■ ACTIVITY ■
Look through the material below and show every line with the word "edges".

■ RECORD EXTRACTS ■
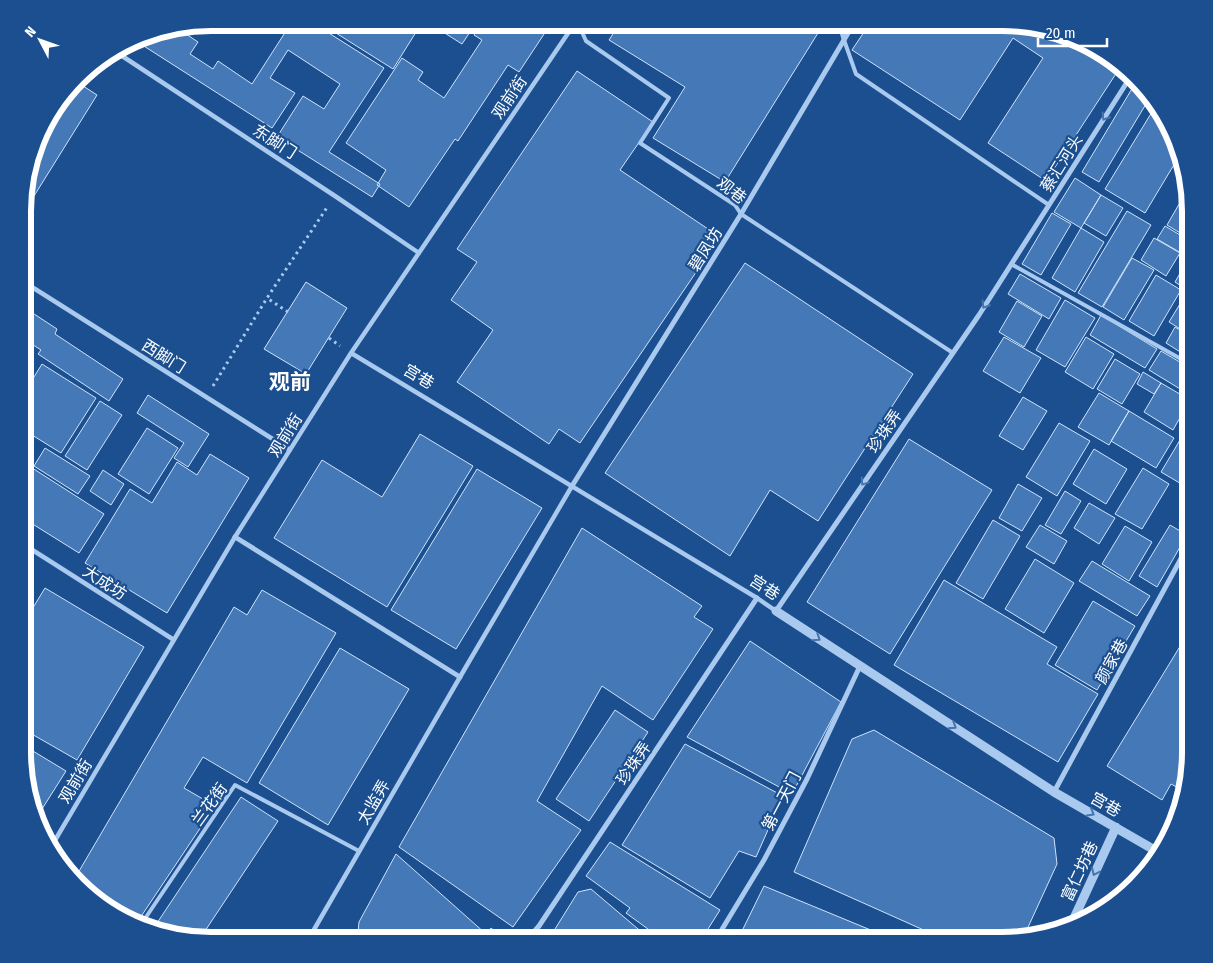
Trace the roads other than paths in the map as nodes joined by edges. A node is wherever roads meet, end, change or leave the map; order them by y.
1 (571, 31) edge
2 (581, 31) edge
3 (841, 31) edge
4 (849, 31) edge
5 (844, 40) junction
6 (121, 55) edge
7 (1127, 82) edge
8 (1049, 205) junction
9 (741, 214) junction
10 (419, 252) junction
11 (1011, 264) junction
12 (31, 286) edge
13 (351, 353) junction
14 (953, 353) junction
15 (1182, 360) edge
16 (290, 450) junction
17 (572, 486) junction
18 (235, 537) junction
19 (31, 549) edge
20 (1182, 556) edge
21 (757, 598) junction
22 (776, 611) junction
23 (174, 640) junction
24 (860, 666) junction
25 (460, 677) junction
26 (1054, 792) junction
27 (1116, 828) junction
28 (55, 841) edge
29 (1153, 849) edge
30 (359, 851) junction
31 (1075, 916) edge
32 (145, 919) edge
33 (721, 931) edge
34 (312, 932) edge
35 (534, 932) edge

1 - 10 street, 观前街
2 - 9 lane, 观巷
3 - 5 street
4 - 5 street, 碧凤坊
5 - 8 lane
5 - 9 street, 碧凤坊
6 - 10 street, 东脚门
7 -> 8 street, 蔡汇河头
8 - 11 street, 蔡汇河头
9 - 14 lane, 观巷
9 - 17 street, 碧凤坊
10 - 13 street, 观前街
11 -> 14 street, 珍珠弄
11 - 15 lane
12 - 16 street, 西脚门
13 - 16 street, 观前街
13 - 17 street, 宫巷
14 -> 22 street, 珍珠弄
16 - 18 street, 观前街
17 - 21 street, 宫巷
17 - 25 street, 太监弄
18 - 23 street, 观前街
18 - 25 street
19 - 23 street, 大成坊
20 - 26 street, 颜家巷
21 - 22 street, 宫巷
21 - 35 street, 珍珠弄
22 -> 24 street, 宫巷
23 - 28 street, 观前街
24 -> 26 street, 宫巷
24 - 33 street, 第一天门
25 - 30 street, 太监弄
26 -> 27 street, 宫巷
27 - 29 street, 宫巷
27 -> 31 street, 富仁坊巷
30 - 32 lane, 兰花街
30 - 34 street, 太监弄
==
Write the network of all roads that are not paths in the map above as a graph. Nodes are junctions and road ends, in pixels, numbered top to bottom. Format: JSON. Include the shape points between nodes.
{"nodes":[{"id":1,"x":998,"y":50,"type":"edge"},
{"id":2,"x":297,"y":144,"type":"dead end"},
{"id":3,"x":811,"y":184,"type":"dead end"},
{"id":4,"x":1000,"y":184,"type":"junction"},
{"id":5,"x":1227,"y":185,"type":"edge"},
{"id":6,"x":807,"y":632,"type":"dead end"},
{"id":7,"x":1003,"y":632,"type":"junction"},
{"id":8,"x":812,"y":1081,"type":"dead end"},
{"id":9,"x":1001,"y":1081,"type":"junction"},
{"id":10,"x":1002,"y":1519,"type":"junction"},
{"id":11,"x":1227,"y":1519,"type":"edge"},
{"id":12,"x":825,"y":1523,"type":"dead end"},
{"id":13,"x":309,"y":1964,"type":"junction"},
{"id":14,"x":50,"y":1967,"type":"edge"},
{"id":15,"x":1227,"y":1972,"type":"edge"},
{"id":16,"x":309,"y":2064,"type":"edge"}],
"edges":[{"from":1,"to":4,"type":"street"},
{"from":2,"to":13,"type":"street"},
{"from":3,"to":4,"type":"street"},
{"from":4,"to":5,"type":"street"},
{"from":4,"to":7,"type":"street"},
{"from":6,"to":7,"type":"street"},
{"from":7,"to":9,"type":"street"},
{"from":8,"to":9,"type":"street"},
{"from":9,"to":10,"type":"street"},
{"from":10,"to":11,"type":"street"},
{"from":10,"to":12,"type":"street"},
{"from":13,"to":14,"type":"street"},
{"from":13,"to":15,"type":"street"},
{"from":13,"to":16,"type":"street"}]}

■ EXERCISE RESULT ■
Trace the roads other than paths in the map as nodes joined by edges. A node is wherever roads meet, end, change or leave the map; order them by y.
"edges":[{"from":1,"to":4,"type":"street"},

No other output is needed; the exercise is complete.